¿Acusarán a la Iglesia de comidafobia?  

Autor: Padre Fernando Pascual, L.C.

Profesor de filosofía y bioética en el Ateneo Pontificio Regina Apostolorum

Fuente: es.catholic.net (con permiso del autor) 

 

 

Con los tiempos que corren, quizá pronto acusen a la Iglesia de comidafobia.

Ha habido y hay quienes la acusan de enemiga de la vida, de enemiga del cuerpo, de enemiga del sexo, de enemiga del matrimonio, de enemiga de la ciencia, de enemiga de los homosexuales, de enemiga del progreso, de enemiga de la mujer, de enemiga de la razón, de enemiga de los sentimientos, de enemiga de...

Así, piensan que la Iglesia es homofóbica, o mujerfóbica, o cienciafóbica. La palabra corre, como eslogan fácil: una nueva etiqueta, falsa y confusa, sirve para neutralizar, criticar, marginar a la Iglesia.

Por eso, quizá algún día acusen a la Iglesia de comidafóbica. ¿Por qué? Porque según la doctrina católica la gula es un pecado: comer en exceso, emborracharse, usar sustancias como las drogas, son faltas graves, son muchas veces pecados mortales.

Además, la Iglesia considera una injusticia buscar el refinamiento en la comida mientras millones de seres humanos viven desnutridos o llegan a morir de hambre. Incluso alaba la utilidad de la abstinencia y de los ayunos como camino para controlar los instintos y para crecer en el Amor a Dios y al prójimo.

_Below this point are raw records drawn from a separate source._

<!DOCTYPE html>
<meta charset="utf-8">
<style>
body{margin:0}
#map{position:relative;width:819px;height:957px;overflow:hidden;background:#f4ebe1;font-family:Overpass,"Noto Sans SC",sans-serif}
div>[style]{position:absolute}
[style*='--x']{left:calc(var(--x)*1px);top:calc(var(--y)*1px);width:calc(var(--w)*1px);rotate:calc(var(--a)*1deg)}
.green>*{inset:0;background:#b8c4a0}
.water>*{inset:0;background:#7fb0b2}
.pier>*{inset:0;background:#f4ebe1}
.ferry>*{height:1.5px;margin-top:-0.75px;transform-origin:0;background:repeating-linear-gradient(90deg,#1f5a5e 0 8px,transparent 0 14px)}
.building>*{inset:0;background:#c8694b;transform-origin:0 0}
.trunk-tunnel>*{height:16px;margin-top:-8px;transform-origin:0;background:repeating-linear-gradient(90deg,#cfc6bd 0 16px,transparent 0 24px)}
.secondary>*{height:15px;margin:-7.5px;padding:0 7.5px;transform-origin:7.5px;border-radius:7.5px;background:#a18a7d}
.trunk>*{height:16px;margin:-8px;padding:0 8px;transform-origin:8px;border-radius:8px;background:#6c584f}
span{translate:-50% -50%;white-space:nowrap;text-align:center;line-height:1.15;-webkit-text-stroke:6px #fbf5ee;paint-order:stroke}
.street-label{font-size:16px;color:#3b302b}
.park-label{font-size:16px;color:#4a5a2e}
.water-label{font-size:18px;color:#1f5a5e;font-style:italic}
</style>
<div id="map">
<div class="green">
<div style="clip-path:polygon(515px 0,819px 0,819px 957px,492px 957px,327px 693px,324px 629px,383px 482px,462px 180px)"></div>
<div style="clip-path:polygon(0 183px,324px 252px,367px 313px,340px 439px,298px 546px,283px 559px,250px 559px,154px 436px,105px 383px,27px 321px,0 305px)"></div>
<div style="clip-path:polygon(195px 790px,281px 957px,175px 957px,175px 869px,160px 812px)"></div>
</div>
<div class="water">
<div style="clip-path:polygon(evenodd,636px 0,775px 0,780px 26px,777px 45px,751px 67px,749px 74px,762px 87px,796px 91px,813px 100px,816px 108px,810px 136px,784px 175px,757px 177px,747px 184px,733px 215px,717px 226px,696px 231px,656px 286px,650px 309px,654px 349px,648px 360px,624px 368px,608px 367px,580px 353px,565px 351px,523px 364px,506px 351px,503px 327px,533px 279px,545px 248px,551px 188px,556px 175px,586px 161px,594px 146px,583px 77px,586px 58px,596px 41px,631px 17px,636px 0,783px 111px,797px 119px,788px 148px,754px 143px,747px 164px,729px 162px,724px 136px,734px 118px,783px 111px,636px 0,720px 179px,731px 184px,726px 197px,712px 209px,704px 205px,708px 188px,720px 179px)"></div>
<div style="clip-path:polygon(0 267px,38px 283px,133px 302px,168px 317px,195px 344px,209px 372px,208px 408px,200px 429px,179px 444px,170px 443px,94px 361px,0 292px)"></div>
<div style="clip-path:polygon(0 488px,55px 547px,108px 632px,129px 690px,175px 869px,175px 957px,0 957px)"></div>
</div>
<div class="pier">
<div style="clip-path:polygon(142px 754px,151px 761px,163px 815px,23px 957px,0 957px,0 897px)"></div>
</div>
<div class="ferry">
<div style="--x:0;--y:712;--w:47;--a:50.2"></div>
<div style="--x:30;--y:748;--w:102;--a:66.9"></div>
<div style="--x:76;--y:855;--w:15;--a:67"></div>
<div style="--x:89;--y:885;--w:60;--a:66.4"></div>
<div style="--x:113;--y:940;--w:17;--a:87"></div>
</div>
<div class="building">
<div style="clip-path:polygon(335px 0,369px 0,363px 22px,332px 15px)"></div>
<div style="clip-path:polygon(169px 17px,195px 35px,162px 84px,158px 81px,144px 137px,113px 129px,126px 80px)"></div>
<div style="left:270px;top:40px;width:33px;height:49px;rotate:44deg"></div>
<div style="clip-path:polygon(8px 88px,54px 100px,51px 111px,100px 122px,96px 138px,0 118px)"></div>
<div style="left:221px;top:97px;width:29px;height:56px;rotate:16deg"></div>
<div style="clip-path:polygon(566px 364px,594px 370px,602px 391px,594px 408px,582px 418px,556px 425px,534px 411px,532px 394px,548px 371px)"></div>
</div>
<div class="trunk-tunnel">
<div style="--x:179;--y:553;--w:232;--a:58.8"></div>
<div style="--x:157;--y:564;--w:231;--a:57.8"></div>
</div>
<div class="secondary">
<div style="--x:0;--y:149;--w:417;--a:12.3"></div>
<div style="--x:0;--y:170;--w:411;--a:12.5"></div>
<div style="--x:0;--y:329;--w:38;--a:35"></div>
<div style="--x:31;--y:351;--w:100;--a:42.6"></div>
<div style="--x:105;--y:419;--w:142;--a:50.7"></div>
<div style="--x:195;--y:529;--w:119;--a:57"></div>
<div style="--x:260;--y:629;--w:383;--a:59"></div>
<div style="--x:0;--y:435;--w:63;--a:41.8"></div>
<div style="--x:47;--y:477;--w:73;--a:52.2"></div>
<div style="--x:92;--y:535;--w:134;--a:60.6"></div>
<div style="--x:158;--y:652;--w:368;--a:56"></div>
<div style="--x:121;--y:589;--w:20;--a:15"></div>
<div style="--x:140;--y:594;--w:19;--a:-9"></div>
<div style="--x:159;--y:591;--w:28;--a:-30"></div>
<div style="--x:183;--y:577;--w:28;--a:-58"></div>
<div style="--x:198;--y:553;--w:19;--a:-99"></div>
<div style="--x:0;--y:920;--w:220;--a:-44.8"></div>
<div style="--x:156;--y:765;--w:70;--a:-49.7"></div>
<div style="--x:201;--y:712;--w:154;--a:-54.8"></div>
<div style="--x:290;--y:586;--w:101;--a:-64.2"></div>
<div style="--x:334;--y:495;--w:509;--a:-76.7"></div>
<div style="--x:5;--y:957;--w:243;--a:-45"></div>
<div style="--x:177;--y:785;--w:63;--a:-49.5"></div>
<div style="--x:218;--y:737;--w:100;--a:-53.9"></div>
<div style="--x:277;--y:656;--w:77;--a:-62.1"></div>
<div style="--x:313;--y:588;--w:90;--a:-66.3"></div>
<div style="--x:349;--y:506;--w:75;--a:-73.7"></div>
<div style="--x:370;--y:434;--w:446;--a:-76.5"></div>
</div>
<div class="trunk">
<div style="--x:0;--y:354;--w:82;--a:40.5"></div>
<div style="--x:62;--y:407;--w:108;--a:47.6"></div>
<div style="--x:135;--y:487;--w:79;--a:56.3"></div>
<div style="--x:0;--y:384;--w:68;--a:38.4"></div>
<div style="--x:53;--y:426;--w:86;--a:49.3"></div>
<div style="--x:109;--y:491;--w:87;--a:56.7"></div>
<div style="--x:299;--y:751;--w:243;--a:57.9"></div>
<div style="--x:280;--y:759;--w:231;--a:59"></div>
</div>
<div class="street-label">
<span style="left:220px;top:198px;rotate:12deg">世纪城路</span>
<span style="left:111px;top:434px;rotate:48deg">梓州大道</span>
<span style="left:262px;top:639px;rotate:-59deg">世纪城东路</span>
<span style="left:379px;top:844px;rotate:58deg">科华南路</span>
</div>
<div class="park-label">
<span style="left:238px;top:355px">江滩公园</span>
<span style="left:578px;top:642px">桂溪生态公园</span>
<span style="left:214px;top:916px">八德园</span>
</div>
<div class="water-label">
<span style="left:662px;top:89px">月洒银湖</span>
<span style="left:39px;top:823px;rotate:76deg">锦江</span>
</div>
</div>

Si se llegase a acusar a la Iglesia de comidafóbica (como ya se ha llegado a acusarla de otras fobias), tendremos que prepararnos para recibir críticas por mantener en la Biblia frases como las siguientes:

“No seas de los que se emborrachan de vino, ni de los que se ahítan de carne, porque borracho y glotón se empobrecen y el sopor se viste de harapos” (Prov 23,20-21).

“Como en pleno día, procedamos con decoro: nada de comilonas y borracheras; nada de lujurias y desenfrenos; nada de rivalidades y envidias. Revestíos más bien del Señor Jesucristo y no os preocupéis de la carne para satisfacer sus concupiscencias” (Rm 13,13-14).

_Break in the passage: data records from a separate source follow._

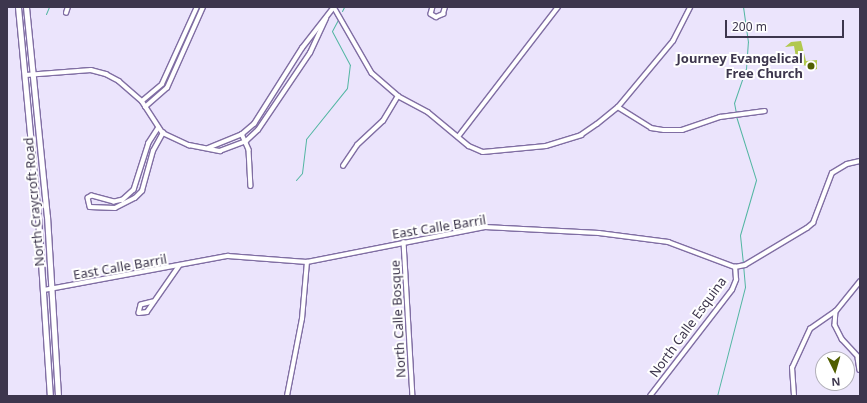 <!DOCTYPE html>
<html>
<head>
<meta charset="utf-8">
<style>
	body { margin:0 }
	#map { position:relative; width:867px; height:403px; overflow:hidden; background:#ebe4fc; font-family:"Noto Sans",sans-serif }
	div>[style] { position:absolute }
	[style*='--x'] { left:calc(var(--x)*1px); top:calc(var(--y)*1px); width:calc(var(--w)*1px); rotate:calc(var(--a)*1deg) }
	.green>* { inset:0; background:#b1c84e }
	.stream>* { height:1px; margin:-0.5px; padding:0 0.5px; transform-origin:0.5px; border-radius:0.5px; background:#52b6a2 }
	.roads { filter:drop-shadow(1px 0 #806ea3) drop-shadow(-1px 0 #806ea3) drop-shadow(0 1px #806ea3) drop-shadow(0 -1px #806ea3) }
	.minor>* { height:3.5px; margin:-1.75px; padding:0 1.75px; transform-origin:1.75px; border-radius:1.75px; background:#fff }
	.secondary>* { height:5px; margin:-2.5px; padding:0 2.5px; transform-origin:2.5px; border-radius:2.5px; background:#fff }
	.dots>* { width:11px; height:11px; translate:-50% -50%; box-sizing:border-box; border:2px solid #fff; border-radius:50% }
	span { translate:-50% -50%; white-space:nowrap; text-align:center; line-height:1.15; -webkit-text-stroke:4px #fff; paint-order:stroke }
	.poi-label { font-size:13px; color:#3d364d; font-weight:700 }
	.right { translate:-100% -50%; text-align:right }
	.street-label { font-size:13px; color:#3d364d }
	.frame { position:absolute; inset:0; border:8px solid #3d364d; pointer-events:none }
	.north { position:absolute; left:815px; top:351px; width:40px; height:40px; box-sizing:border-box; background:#fff; border:1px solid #b1afb8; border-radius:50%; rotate:175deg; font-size:11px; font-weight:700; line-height:16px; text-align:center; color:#3d364d }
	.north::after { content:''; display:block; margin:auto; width:14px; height:18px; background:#505e00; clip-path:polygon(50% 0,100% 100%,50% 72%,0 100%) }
	.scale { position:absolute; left:725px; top:20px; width:119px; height:18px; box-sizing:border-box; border:2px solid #3d364d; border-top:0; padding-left:5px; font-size:12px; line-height:14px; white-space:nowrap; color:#3d364d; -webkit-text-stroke:3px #fff; paint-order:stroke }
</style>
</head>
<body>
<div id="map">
	<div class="green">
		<div style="clip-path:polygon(801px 41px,806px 61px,817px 60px,817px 69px,810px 71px,809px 67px,797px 63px,794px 46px,785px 47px,791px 42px)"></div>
	</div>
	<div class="stream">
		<div style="--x:342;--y:11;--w:4;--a:-63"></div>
		<div style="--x:46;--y:14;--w:8;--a:-67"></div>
		<div style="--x:736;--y:113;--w:10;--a:-101"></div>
		<div style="--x:734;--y:103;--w:36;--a:-71"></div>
		<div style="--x:746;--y:69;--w:27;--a:-86"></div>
		<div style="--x:748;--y:42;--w:35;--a:-98"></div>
		<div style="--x:736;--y:116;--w:67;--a:72.6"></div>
		<div style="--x:756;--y:180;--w:57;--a:106.2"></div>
		<div style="--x:740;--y:235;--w:28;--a:84"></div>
		<div style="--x:296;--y:180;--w:9;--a:-49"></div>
		<div style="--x:302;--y:173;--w:34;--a:-83"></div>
		<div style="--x:306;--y:139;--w:65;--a:-51.2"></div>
		<div style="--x:347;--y:88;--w:23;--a:-83"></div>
		<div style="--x:350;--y:65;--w:38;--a:-118"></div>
		<div style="--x:332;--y:31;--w:15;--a:-62"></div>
		<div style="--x:717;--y:396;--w:113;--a:-75.6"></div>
		<div style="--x:745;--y:287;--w:21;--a:-95"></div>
	</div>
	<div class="roads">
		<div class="minor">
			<div style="--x:334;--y:7;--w:76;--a:60.1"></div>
			<div style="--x:372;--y:73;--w:35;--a:41"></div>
			<div style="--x:398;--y:96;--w:34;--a:28"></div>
			<div style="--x:428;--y:112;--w:53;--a:39.7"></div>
			<div style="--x:469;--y:146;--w:15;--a:23"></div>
			<div style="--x:483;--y:152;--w:63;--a:-5.4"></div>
			<div style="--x:546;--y:146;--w:37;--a:-17"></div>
			<div style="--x:581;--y:135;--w:19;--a:-35"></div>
			<div style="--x:597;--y:124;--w:27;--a:-39"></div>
			<div style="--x:618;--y:107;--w:86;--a:-50.2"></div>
			<div style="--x:673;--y:41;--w:38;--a:-63"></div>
			<div style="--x:433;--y:7;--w:7;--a:106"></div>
			<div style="--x:431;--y:14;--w:6;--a:31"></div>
			<div style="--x:436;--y:17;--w:8;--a:-23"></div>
			<div style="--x:443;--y:14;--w:7;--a:-74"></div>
			<div style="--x:66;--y:13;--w:6;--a:-72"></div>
			<div style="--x:26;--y:75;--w:65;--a:-4.4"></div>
			<div style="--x:91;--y:70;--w:16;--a:15"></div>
			<div style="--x:106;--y:74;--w:15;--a:28"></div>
			<div style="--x:119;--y:81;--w:30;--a:41"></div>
			<div style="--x:142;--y:101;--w:38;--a:57"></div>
			<div style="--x:163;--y:133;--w:29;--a:25"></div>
			<div style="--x:189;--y:145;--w:32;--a:11"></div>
			<div style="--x:220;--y:151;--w:28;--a:-21"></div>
			<div style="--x:246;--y:141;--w:16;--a:-43"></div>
			<div style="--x:258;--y:130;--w:93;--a:-56"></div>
			<div style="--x:310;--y:53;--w:38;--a:-65"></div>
			<div style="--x:142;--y:101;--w:26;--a:-40"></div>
			<div style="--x:162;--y:84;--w:85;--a:-65.6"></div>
			<div style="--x:145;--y:107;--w:29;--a:-41"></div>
			<div style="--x:167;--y:88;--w:89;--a:-66"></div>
			<div style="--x:618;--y:107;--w:39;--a:32"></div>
			<div style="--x:651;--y:128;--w:13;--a:9"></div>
			<div style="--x:664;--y:130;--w:18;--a:0"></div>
			<div style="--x:682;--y:130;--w:40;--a:-18.9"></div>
			<div style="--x:720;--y:117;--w:45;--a:-7.6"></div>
			<div style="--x:158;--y:129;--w:17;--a:123"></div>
			<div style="--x:149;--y:143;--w:49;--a:107.7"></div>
			<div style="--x:134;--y:190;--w:15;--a:138"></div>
			<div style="--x:123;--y:200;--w:9;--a:167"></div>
			<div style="--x:114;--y:202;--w:23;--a:-165"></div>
			<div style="--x:92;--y:196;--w:4;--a:153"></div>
			<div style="--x:88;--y:198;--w:9;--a:77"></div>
			<div style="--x:90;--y:207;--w:25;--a:2"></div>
			<div style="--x:115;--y:208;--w:22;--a:-27"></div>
			<div style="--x:135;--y:198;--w:10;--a:-45"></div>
			<div style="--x:142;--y:191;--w:41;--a:-74.6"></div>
			<div style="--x:153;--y:151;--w:21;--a:-61"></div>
			<div style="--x:242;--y:134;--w:17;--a:66"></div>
			<div style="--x:249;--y:150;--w:36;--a:87"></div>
			<div style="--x:458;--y:137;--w:164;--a:-52.4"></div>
			<div style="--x:208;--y:148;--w:37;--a:-22"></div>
			<div style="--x:242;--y:134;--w:16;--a:-40"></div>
			<div style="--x:254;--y:124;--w:90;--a:-57.7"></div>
			<div style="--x:302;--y:48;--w:52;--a:-52"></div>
			<div style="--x:343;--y:166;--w:25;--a:-56"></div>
			<div style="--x:357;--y:145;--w:35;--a:-43"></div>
			<div style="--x:383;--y:121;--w:29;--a:-59"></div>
			<div style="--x:404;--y:242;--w:154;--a:86.7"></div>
			<div style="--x:44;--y:290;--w:187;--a:-10.5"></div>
			<div style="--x:228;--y:256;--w:79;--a:4.3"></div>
			<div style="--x:307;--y:262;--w:181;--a:-11.1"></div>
			<div style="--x:485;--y:227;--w:114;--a:3"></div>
			<div style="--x:599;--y:233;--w:70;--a:7.4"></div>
			<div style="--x:668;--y:242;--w:72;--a:20.5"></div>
			<div style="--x:735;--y:267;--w:10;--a:-11"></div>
			<div style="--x:745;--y:265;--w:72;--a:-30.8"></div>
			<div style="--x:807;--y:228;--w:8;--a:-40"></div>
			<div style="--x:813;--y:223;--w:53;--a:-69.2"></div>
			<div style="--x:832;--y:173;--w:17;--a:-31"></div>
			<div style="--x:847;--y:164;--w:13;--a:-13"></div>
			<div style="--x:153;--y:302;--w:12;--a:166"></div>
			<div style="--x:141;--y:305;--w:8;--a:104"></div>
			<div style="--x:139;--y:313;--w:8;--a:-7"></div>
			<div style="--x:147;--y:312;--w:56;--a:-55.2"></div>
			<div style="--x:836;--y:311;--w:14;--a:94"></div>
			<div style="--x:835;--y:325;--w:16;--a:63"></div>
			<div style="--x:842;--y:339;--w:26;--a:47"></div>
			<div style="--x:858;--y:358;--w:12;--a:81"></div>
			<div style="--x:287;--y:396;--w:78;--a:-79"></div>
			<div style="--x:302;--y:319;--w:57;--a:-85"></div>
			<div style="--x:650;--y:396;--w:134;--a:-52.3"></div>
			<div style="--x:732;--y:290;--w:11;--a:-68"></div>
			<div style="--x:736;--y:280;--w:13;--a:-94"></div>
			<div style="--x:794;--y:396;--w:28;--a:-94"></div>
			<div style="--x:792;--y:368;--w:43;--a:-65.2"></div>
			<div style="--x:810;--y:329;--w:32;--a:-35"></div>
			<div style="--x:836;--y:311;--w:38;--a:-51"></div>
		</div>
		<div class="secondary">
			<div style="--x:18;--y:7;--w:211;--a:84.6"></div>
			<div style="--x:38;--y:217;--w:179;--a:86.2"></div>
			<div style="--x:26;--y:7;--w:210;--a:84.3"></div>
			<div style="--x:47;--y:216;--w:180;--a:86.5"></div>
		</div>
	</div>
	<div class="dots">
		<div style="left:811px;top:66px;background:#505e00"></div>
	</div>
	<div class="poi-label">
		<span class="right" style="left:803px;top:66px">Journey Evangelical<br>Free Church</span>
	</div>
	<div class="street-label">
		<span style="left:34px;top:202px;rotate:-95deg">North Craycroft Road</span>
		<span style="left:439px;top:227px;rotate:-9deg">East Calle Barril</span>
		<span style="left:120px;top:267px;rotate:-10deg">East Calle Barril</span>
		<span style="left:398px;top:319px;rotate:-93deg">North Calle Bosque</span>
		<span style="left:688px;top:327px;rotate:-54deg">North Calle Esquina</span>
	</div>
	<div class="frame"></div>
	<div class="north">N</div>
	<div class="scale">200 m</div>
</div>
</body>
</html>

“¡No!, os escribí que no os relacionarais con quien, llamándose hermano, es impuro, avaro, idólatra, ultrajador, borracho o ladrón. Con ésos ¡ni comer!” (1Cor 5,11).

O se pedirá que se quite, de la lista de los pecados capitales, el de la gula. Porque, en el fondo, ¿qué hay de malo en el comer y en el beber? ¿No cita el mismo san Pablo, aunque sea para criticarla, aquella frase tan famosa “comamos y bebamos, que mañana moriremos” (cf. 1Cor 15,32)?

Sería extraño, pero no imposible, que se llegue a acusar a la Iglesia de incurrir en la comidafobia, sobre todo cuando existen tantas campañas contra la obesidad, contra las “meriendas” llenas de azúcar y grasa, contra el tabaco, contra algunas bebidas alcohólicas. Pero con tantas sorpresas, con tantas críticas malévolas o ingenuas, con tantas mentiras divulgadas acá y allá contra la Iglesia, hemos de estar preparados por si algún día lanzan esta palabra en el mercado de los insultos fáciles.

Mientras, no podemos dejar de denunciar los males de la gula, los peligros de vivir esclavos de las pasiones del paladar y del capricho de quienes han convertido a su vientre en su dios, pues sólo piensan en las cosas de la tierra y en los gustos del momento (cf. Flp 3,19).

No podemos dejar de decir a tantos hombres y mujeres que la comida y la bebida (como el sexo o el dinero) no son un pasaporte seguro para la vida eterna ni para la paz del alma. Comer y beber sirven, es verdad, como ayuda para cumplir nuestras obligaciones, sin dejar de tener, dentro de su orden debido, una hermosa dimensión de convivencia y de amistad. Pero ello no justifica hacer de la comida un fin en sí mismo ni una excusa para el desenfreno.

Los abusos merecen una firme condena (son pecados) aunque algún día seamos tachados de “comidafóbicos”. En realidad, los católicos no tenemos fobia ni a la comida, ni al sexo, ni a las mil realidades hermosas y necesarias del vivir terreno. Sólo le tenemos miedo y odio al pecado, porque nos aparta de Dios, nos aleja del hermano, y nos encierra en el sinsentido del egoísmo. Y si odiamos el pecado es porque optamos por la belleza del Evangelio y de la vida verdadera, que inicia en este tiempo y nos abre las puertas al mundo de lo eterno.